Absurdistan has received almost universal praise from critics. Elle described it as a “freakishly intelligent, verbally giddy, frequently flying ride.” The Cleveland Plain Dealer called it “weighty…a riotous, often sad, but redemptive ride that is never weighed down by its big topics.” Walter Kirn, who wrote about it for the New York Times, was beside himself with acclaim, calling Shteyngart “a giant on horseback” and beginning his review with random quotes from the novel.

But I’ve noticed that many critics have been relying more than usual on that trusted reviewer’s tool, the comparison - desperate, it seems, to provide readers (and possibly themselves) with some point of reference for this bothersome book. Shteyngart has been likened to Vladimir Nabakov, Saul Bellow, John Kennedy Toole, Leonard Wibberly, and Woody Allen. Other reviewers have compared Misha Vainberg, the hero of Absurdistan, to Ivan Goncharov’s Oblomov - the Russian Hamlet who is said to have answered “No” to the question “To be or not to be” - as well as to Ferdinand, the bull who preferred to smell flowers than to fight (originally a children’s story, then a 1938 Oscar-winning Disney cartoon, and eventually, much later, a tattoo on the right arm of singer-songwriter Elliot Smith). And I’d like to add to these lists Christopher Buckley, Benjamin Kunkel, George Orwell, Kurt Vonnegut, Michael Moore, Finnish surf-rockers Laika and the Cosmonauts, and Fez from “That 70’s Show.” No kidding, the Milwaukee Journal Sentinel called Absurdistan “a Monster Truck Rally of a satire, sort of Jonathan Swift does ‘South Park’ with help from Rabelais, Gogol, Kafka, the Marx Brothers, Evelyn Waugh and Joseph Heller.” The thing is, I can see that.

Misha Vainberg is thirty years old, weighs well over 300 pounds, and is the son of the 1,238th-richest man in Russia. He describes himself as “an American impounded in a Russian’s body.” He wears vintage Puma track suits and in his spare time (which, like everything else, he has in abundance) Misha likes to freestyle rap. He graduated from Accidental College in the American Midwest with a degree in Multicultural Studies and has lived in New York City for eight years. After a visit to St. Petersburg, however, Misha is forbidden to fly back to the United States because his father, who used to only “dabble in criminal oligarchy,” is now a full-fledged gangster and has recently assassinated an influential Oklahoma businessman.

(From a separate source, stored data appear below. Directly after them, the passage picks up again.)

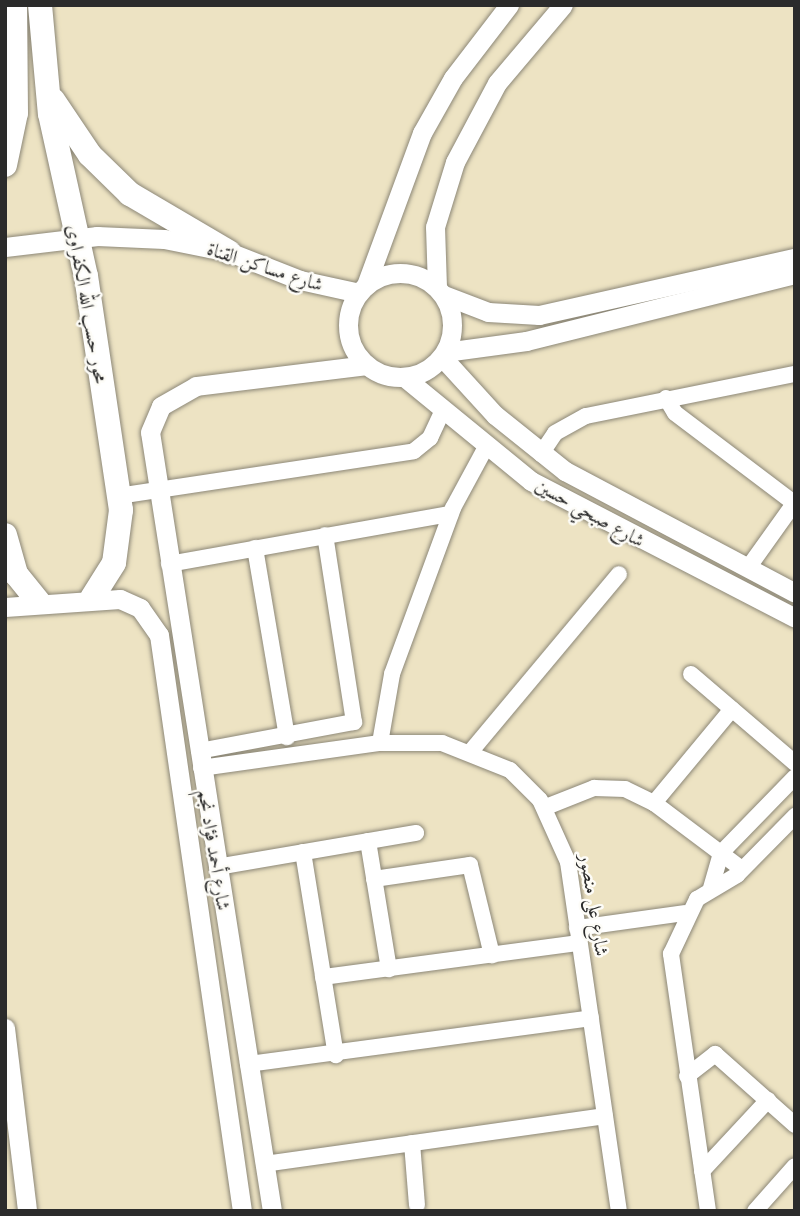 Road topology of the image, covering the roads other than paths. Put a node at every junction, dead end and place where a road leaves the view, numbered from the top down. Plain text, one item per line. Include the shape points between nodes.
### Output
1 (15, 5) edge
2 (40, 5) edge
3 (509, 5) edge
4 (563, 5) edge
5 (46, 85) junction
6 (5, 165) edge
7 (76, 237) junction
8 (5, 247) edge
9 (229, 252) junction
10 (795, 258) edge
11 (795, 274) edge
12 (363, 289) junction
13 (440, 291) junction
14 (443, 354) junction
15 (366, 365) junction
16 (795, 374) edge
17 (404, 377) junction
18 (666, 398) junction
19 (443, 410) junction
20 (486, 447) junction
21 (541, 454) junction
22 (157, 490) junction
23 (118, 496) junction
24 (794, 503) edge
25 (451, 514) junction
26 (5, 535) edge
27 (325, 535) junction
28 (255, 548) junction
29 (169, 564) junction
30 (748, 568) junction
31 (619, 574) dead end
32 (795, 593) edge
33 (92, 597) junction
34 (38, 602) junction
35 (5, 607) edge
36 (795, 618) edge
37 (691, 674) dead end
38 (732, 709) junction
39 (286, 737) junction
40 (380, 743) junction
41 (472, 750) junction
42 (200, 759) junction
43 (795, 763) edge
44 (795, 777) edge
45 (653, 803) junction
46 (545, 807) junction
47 (795, 816) edge
48 (416, 833) dead end
49 (368, 841) junction
50 (303, 852) junction
51 (721, 853) junction
52 (217, 867) junction
53 (742, 869) junction
54 (374, 879) junction
55 (711, 888) junction
56 (685, 913) junction
57 (578, 935) junction
58 (492, 954) junction
59 (389, 968) junction
60 (323, 977) junction
61 (591, 1018) junction
62 (5, 1028) edge
63 (336, 1055) junction
64 (248, 1065) junction
65 (687, 1076) junction
66 (768, 1100) junction
67 (605, 1116) junction
68 (795, 1125) edge
69 (412, 1143) junction
70 (264, 1164) junction
71 (795, 1166) edge
72 (702, 1171) junction
73 (417, 1205) dead end
74 (27, 1211) edge
75 (242, 1211) edge
76 (272, 1211) edge
77 (619, 1211) edge
78 (708, 1211) edge
79 (755, 1211) edge

1 - 6 main road via 16,113
2 - 5 main road, محور حسب الله الكفراوى
3 - 12 street via 453,78 422,132
4 - 13 street via 497,83 455,162 435,227
5 - 7 main road, محور حسب الله الكفراوى
5 - 9 main road via 109,175 152,211
7 - 8 street, شارع مساكن القناة
7 - 9 street, شارع مساكن القناة via 164,239
7 - 23 main road, محور حسب الله الكفراوى
9 - 12 street, شارع مساكن القناة via 300,280
10 - 13 street via 539,315 488,312
11 - 14 street via 507,345
12 - 13 street via 407,273
12 - 15 street via 349,336
13 - 14 street via 452,329
14 - 17 street
14 - 21 street, شارع صبحي حسين via 475,397
15 - 17 street
15 - 22 street via 196,386 171,397 150,432
16 - 18 street
17 - 19 street, شارع صبحي حسين
18 - 21 street via 574,421
18 - 24 street via 672,411
19 - 20 street, شارع صبحي حسين
19 - 22 street via 430,438 414,451
20 - 25 street
20 - 36 street, شارع صبحي حسين via 555,495
21 - 30 street, شارع صبحي حسين via 591,487
22 - 23 street
22 - 29 street, شارع أحمد فؤاد نجم
23 - 33 main road, محور حسب الله الكفراوى via 118,550
24 - 30 street
25 - 27 street
25 - 40 street via 392,674
26 - 34 main road via 16,574
27 - 28 street
27 - 39 street via 355,719
28 - 29 street
28 - 39 street
29 - 42 street, شارع أحمد فؤاد نجم
30 - 32 street, شارع صبحي حسين
31 - 41 street
33 - 34 street, شارع أحمد فؤاد نجم
33 - 75 street, شارع أحمد فؤاد نجم via 131,602 159,635
34 - 35 street, شارع أحمد فؤاد نجم
37 - 38 street
38 - 43 street
38 - 45 street
39 - 42 street
40 - 41 street, شارع على منصور via 442,743
40 - 42 street, شارع على منصور
41 - 46 street, شارع على منصور via 510,770
42 - 52 street, شارع أحمد فؤاد نجم
44 - 51 street
45 - 46 street via 602,787
45 - 51 street
46 - 57 street, شارع على منصور via 568,862
47 - 53 street
48 - 49 street
49 - 50 street
49 - 54 street
50 - 52 street
50 - 60 street
51 - 53 street
51 - 55 street
52 - 64 street, شارع أحمد فؤاد نجم
53 - 55 street
54 - 58 street via 470,865
54 - 59 street
55 - 56 street
56 - 57 street
56 - 65 street via 671,954
57 - 58 street
57 - 61 street, شارع على منصور
58 - 59 street
59 - 60 street
60 - 63 street
61 - 63 street
61 - 67 street, شارع على منصور
62 - 74 street
63 - 64 street
64 - 70 street, شارع أحمد فؤاد نجم
65 - 66 street via 715,1054
65 - 72 street
66 - 68 street
66 - 72 street
67 - 69 street
67 - 77 street, شارع على منصور
69 - 70 street
69 - 73 street
70 - 76 street, شارع أحمد فؤاد نجم
71 - 79 street
72 - 78 street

Misha travels to the country of Absurdistan to buy Belgian citizenship and a chance to win back his wayward “multicultural” girlfriend, Rouenna, who lives in the Bronx and describes herself as a onetime Catholic, now Methodist, half Puerto Rican, half German, half Mexican, and half Irish, but she was “raised mostly Dominican.” But things go from bad to worse in Absurdisvani. Misha is caught in the middle of the country’s two largest ethnic groups, the Sevo and the Svani, and a civil war ostensibly over which direction Christ’s footrest should tilt on the Orthodox cross. But Misha discovers that the internal conflict is actually a wag-the-dog genocide being orchestrated from the top floor of the Hyatt hotel by local warlords, U.S. officials, American Express, Century21, and a multinational corporation the Absurdis call “Golly Burton.”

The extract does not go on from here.